TL;DR A "dependency" written with "→" is a FD (functional dependency). A "transitive dependency" written with "→" is a transitive FD. That's what "dependency" means (is short for) for "→".
A FD has one set determining another. Either set can have any number of attributes. (If a set has just one attribute we also say that that attribute determines or is determined.)
Transitive functional dependency is defined as:
If A → B and B → C then A → C (Reference: This Tutorial!)
That is unclear & wrong. So is your reference. A → C transitively when there exists S where A → S & S → C & not (S → A).

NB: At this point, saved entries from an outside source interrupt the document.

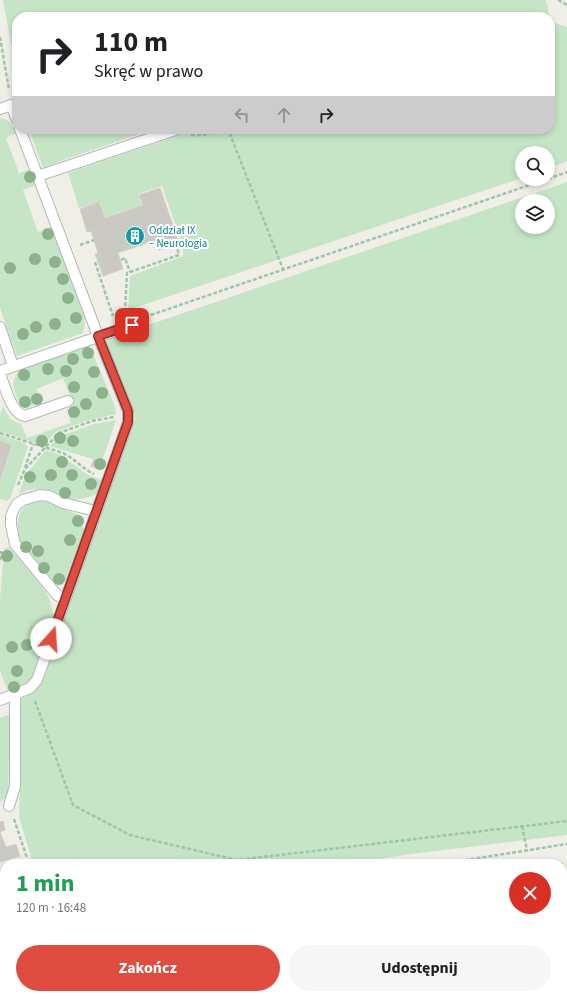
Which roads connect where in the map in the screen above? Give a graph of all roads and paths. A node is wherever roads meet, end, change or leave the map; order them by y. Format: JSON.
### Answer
{"nodes":[{"id":1,"x":558,"y":0,"type":"edge"},
{"id":2,"x":566,"y":0,"type":"edge"},
{"id":3,"x":0,"y":37,"type":"edge"},
{"id":4,"x":11,"y":105,"type":"joint"},
{"id":5,"x":0,"y":109,"type":"edge"},
{"id":6,"x":22,"y":134,"type":"edge"},
{"id":7,"x":163,"y":134,"type":"edge"},
{"id":8,"x":179,"y":134,"type":"edge"},
{"id":9,"x":207,"y":134,"type":"edge"},
{"id":10,"x":230,"y":134,"type":"edge"},
{"id":11,"x":567,"y":172,"type":"edge"},
{"id":12,"x":38,"y":176,"type":"junction"},
{"id":13,"x":555,"y":176,"type":"edge"},
{"id":14,"x":527,"y":186,"type":"edge"},
{"id":15,"x":176,"y":244,"type":"dead end"},
{"id":16,"x":120,"y":260,"type":"dead end"},
{"id":17,"x":94,"y":262,"type":"dead end"},
{"id":18,"x":283,"y":269,"type":"junction"},
{"id":19,"x":130,"y":272,"type":"junction"},
{"id":20,"x":130,"y":323,"type":"junction"},
{"id":21,"x":0,"y":327,"type":"edge"},
{"id":22,"x":98,"y":336,"type":"junction"},
{"id":23,"x":13,"y":366,"type":"junction"},
{"id":24,"x":0,"y":372,"type":"edge"},
{"id":25,"x":68,"y":401,"type":"dead end"},
{"id":26,"x":128,"y":416,"type":"junction"},
{"id":27,"x":0,"y":433,"type":"edge"},
{"id":28,"x":33,"y":444,"type":"junction"},
{"id":29,"x":45,"y":447,"type":"junction"},
{"id":30,"x":25,"y":469,"type":"junction"},
{"id":31,"x":108,"y":479,"type":"junction"},
{"id":32,"x":15,"y":491,"type":"dead end"},
{"id":33,"x":96,"y":511,"type":"junction"},
{"id":34,"x":1,"y":551,"type":"edge"},
{"id":35,"x":0,"y":560,"type":"edge"},
{"id":36,"x":65,"y":599,"type":"junction"},
{"id":37,"x":30,"y":688,"type":"junction"},
{"id":38,"x":15,"y":694,"type":"junction"},
{"id":39,"x":0,"y":700,"type":"edge"},
{"id":40,"x":10,"y":806,"type":"joint"},
{"id":41,"x":567,"y":821,"type":"edge"},
{"id":42,"x":522,"y":826,"type":"junction"},
{"id":43,"x":567,"y":844,"type":"edge"},
{"id":44,"x":527,"y":850,"type":"junction"},
{"id":45,"x":27,"y":859,"type":"edge"},
{"id":46,"x":233,"y":859,"type":"edge"},
{"id":47,"x":245,"y":859,"type":"edge"},
{"id":48,"x":472,"y":859,"type":"edge"}],
"edges":[{"from":1,"to":2,"type":"path"},
{"from":3,"to":4,"type":"path"},
{"from":4,"to":5,"type":"lane"},
{"from":6,"to":12,"type":"lane"},
{"from":7,"to":12,"type":"lane"},
{"from":8,"to":9,"type":"path"},
{"from":10,"to":18,"type":"path"},
{"from":11,"to":13,"type":"path"},
{"from":12,"to":22,"type":"lane"},
{"from":14,"to":18,"type":"path"},
{"from":15,"to":19,"type":"path"},
{"from":16,"to":19,"type":"path"},
{"from":17,"to":20,"type":"path"},
{"from":18,"to":20,"type":"path"},
{"from":19,"to":20,"type":"path"},
{"from":20,"to":22,"type":"lane"},
{"from":21,"to":23,"type":"lane"},
{"from":22,"to":23,"type":"lane"},
{"from":22,"to":26,"type":"lane"},
{"from":23,"to":24,"type":"lane"},
{"from":24,"to":25,"type":"lane"},
{"from":26,"to":29,"type":"path"},
{"from":26,"to":31,"type":"lane"},
{"from":27,"to":28,"type":"path"},
{"from":28,"to":29,"type":"path"},
{"from":28,"to":30,"type":"path"},
{"from":29,"to":30,"type":"path"},
{"from":29,"to":31,"type":"path"},
{"from":30,"to":32,"type":"path"},
{"from":31,"to":33,"type":"lane"},
{"from":33,"to":36,"type":"lane"},
{"from":33,"to":36,"type":"lane"},
{"from":34,"to":35,"type":"path"},
{"from":36,"to":37,"type":"lane"},
{"from":37,"to":38,"type":"lane"},
{"from":37,"to":46,"type":"path"},
{"from":38,"to":39,"type":"lane"},
{"from":38,"to":40,"type":"lane"},
{"from":40,"to":45,"type":"path"},
{"from":41,"to":42,"type":"path"},
{"from":42,"to":44,"type":"path"},
{"from":42,"to":47,"type":"path"},
{"from":43,"to":44,"type":"path"},
{"from":44,"to":48,"type":"path"}]}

So if A → B & B → C & not (B → A) then A → C transitively, but if A → B & B → C but B → A then A → C is not transitive via B, although it might be transitive via some other attribute set.

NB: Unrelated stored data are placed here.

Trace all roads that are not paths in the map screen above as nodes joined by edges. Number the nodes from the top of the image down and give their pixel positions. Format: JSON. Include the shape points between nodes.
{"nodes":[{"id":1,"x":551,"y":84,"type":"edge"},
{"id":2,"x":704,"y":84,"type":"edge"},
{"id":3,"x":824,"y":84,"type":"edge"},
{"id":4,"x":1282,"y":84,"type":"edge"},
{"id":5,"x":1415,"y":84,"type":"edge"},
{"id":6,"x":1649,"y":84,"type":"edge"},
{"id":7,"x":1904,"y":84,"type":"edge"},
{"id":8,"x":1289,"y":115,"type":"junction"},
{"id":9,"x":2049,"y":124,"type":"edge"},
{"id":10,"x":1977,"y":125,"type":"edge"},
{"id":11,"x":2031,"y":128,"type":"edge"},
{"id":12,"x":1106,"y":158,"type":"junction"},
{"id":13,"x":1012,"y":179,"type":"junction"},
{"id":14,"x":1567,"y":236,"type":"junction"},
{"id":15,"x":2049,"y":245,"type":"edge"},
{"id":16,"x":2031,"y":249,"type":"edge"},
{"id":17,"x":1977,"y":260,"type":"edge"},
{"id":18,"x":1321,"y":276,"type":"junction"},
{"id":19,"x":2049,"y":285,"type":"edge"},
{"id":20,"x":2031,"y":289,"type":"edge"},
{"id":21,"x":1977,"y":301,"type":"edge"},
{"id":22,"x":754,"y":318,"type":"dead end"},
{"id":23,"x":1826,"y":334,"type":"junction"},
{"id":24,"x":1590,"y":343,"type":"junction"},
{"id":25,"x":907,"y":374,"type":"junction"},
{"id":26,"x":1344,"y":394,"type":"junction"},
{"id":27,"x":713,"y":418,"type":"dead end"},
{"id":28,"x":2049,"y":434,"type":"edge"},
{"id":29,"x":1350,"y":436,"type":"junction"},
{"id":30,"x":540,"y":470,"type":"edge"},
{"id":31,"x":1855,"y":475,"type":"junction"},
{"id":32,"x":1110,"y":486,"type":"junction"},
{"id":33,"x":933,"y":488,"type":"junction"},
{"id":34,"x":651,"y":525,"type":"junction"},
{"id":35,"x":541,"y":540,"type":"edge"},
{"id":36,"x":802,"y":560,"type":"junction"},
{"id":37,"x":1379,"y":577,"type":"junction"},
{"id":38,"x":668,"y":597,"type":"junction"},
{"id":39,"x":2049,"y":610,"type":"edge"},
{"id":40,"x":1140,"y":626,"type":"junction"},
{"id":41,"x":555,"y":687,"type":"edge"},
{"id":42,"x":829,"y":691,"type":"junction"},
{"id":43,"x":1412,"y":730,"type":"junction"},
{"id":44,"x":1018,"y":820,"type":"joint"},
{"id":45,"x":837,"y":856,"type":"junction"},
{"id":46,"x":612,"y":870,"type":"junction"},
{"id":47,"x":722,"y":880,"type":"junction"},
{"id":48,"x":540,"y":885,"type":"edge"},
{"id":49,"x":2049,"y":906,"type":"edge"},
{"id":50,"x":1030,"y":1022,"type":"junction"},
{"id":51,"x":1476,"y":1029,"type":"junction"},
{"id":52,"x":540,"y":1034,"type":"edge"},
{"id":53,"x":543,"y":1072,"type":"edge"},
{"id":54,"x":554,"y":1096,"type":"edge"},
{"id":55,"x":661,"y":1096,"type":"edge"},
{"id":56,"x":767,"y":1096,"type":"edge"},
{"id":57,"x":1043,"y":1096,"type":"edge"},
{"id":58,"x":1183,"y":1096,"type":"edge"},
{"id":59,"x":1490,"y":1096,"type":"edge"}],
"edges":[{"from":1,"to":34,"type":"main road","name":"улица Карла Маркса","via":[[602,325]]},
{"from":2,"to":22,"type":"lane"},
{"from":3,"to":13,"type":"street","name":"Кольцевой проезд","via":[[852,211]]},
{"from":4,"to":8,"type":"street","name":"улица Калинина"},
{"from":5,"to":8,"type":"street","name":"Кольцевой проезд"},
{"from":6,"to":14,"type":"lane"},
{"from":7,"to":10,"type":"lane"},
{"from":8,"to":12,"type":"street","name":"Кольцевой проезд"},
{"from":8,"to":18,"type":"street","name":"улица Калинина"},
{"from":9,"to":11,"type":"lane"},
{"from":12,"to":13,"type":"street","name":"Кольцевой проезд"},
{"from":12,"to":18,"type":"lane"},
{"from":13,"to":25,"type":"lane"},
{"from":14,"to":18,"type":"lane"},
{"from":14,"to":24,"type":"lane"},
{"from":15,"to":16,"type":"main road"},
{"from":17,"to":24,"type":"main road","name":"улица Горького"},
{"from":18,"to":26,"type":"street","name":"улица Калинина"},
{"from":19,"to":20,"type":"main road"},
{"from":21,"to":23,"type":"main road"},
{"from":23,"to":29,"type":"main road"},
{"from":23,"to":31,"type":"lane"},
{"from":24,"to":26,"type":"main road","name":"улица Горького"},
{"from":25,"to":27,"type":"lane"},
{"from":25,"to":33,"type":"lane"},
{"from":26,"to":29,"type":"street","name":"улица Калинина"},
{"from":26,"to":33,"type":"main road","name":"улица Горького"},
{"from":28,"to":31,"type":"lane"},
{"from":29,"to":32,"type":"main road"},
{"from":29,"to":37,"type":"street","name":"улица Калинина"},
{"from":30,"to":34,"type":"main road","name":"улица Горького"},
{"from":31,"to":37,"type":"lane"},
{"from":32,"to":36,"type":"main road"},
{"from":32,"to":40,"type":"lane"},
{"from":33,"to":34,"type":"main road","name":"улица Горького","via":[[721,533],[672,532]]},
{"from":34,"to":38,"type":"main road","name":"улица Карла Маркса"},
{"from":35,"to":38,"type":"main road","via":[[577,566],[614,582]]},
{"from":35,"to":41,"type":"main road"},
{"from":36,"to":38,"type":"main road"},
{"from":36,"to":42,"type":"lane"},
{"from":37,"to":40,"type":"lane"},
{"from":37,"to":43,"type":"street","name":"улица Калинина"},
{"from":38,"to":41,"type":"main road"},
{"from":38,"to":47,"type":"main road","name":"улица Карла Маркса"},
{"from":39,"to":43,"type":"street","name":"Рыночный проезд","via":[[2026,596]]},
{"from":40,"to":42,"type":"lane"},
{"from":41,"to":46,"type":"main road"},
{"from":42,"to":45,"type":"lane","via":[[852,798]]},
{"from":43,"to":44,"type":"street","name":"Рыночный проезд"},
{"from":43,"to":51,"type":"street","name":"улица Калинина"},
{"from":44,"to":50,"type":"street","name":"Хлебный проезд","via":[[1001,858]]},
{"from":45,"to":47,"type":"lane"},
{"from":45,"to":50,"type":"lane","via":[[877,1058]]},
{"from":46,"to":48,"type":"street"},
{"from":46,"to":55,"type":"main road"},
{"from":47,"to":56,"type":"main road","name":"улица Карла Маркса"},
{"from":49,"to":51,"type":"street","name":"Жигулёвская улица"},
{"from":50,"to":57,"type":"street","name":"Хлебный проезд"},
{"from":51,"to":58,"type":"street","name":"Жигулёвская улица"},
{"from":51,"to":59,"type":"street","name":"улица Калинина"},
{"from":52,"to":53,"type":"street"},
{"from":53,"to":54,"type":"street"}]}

If an attribute is dependent on a composite of two attributes ( i.e. A,B -> C), then is this a functional dependency?
That means "If an attribute is the dependent attribute of a FD whose determinant is a composite of two attributes ( i.e. {A,B} -> C), then is this a FD?" You assumed there was a FD, so there's a FD. The answer is (trivially) "yes".
Maybe you mean something else that you have not written clearly?
Maybe you mean, can a FD have a set of attributes as determinant? Yes.
Can we consider this type of dependence to be (or not) a transitive dependency?
Look at the definition. {A,B} → C transitively when there exists S where {A,B} → S & S → C & not (S → {A,B}). But no such S involving A, B and/or C exists. So just knowing you have a "composite" determinant tells you nothing about whether a FD is transitive. So no we cannot "consider it to be" transitive. It might or might not be transitive in a particular relation.
Maybe you mean, if A → C & B → C then does {A,B} → C? Yes. Adding a determinant attribute to a FD that holds gives another FD that holds. Since A and B each determine C, any set containing A or B determines C. Does {A,B} → C transitively? Again no such S involving A, B and/or C exists. So this has nothing to do with transitivity.
Maybe you mean, if A → B & B → C then does {A,B} → C? Yes. As above, adding a determinant attribute to a FD that holds gives another FD that holds. Since B determines C, any set containing B determines C. Does {A,B} → C transitively? The only S involving A, B and/or C would be {B}, if not (B → A). So we can't "consider" {A,B} → C to be transitive here either.